═══ Entries provided

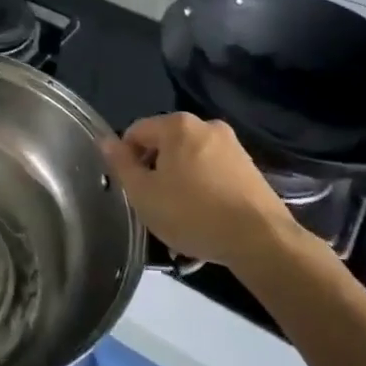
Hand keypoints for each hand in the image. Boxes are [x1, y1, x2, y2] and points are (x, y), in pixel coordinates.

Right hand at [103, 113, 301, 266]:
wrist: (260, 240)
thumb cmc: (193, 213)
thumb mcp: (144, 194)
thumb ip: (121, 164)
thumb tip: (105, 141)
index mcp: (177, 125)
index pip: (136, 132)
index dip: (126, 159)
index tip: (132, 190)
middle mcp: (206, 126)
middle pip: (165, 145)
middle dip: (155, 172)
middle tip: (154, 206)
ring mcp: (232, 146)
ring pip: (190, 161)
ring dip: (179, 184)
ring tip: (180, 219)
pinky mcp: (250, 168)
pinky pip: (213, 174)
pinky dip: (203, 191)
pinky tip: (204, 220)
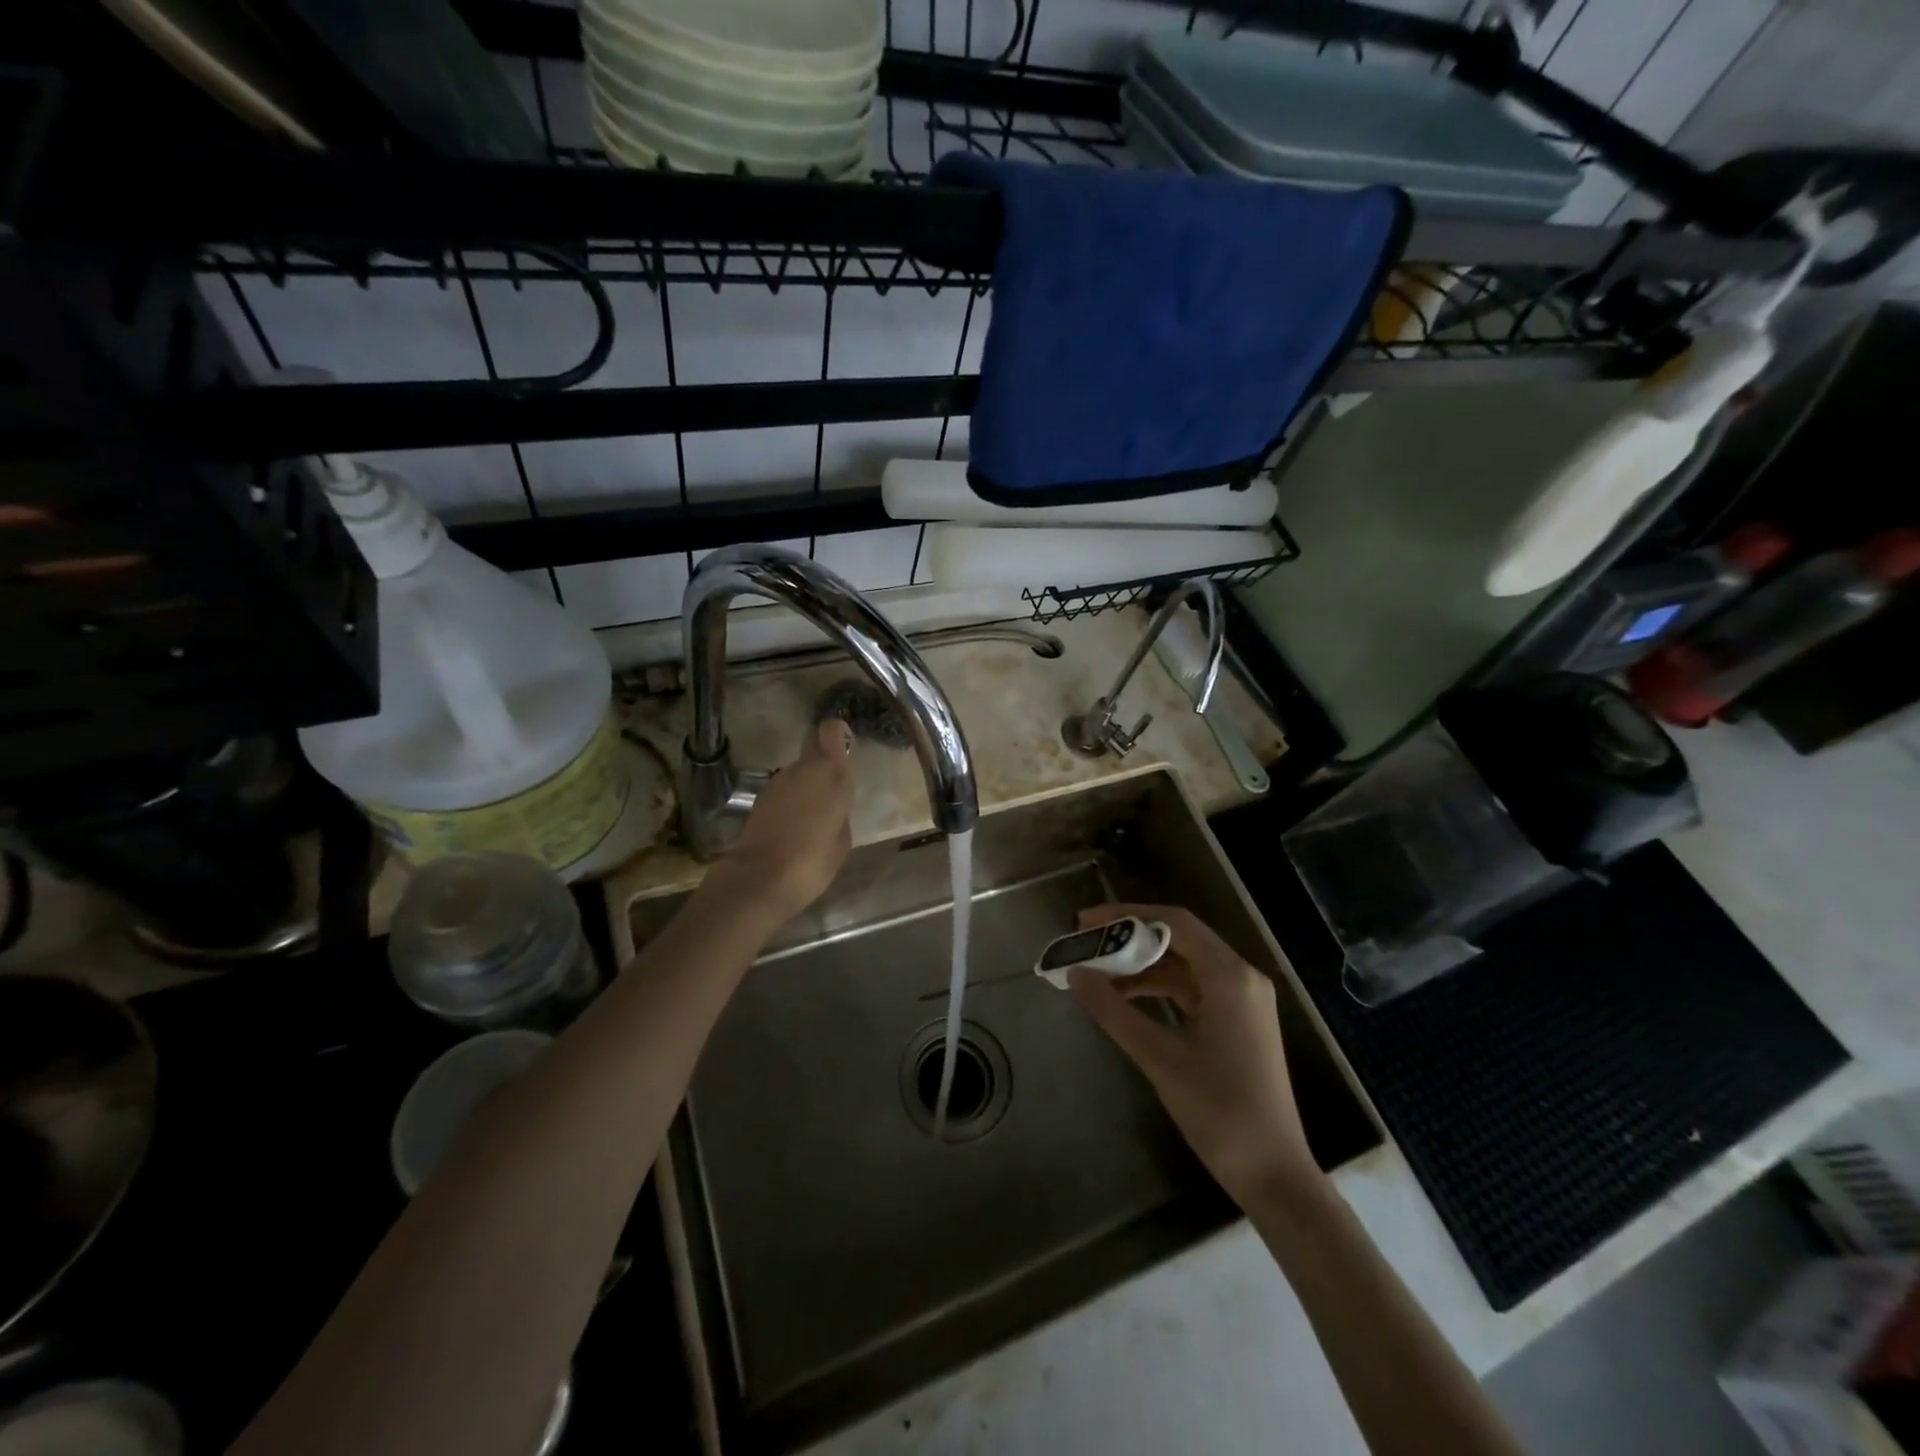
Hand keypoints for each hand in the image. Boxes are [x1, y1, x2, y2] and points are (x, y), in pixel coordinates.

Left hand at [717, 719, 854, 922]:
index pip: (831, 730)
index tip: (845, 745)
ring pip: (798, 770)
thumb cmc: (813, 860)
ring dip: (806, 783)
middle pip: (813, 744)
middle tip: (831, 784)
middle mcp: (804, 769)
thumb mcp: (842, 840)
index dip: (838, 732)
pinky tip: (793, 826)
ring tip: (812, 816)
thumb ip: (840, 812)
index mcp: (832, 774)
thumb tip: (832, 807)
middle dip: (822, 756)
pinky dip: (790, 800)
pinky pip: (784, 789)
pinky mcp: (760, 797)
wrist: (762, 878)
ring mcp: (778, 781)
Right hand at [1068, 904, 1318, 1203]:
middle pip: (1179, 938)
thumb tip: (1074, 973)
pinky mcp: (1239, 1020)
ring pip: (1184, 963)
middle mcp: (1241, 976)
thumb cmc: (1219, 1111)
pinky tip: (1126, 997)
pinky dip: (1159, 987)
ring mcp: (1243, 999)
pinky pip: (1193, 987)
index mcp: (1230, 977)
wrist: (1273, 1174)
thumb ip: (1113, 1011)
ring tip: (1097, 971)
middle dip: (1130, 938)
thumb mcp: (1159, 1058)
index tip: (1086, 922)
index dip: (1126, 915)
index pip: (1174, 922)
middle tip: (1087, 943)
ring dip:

══════

Aim of the task:
Going through the entries above, report how many lines include the string "hand". The number alone is the answer.

Solution:
5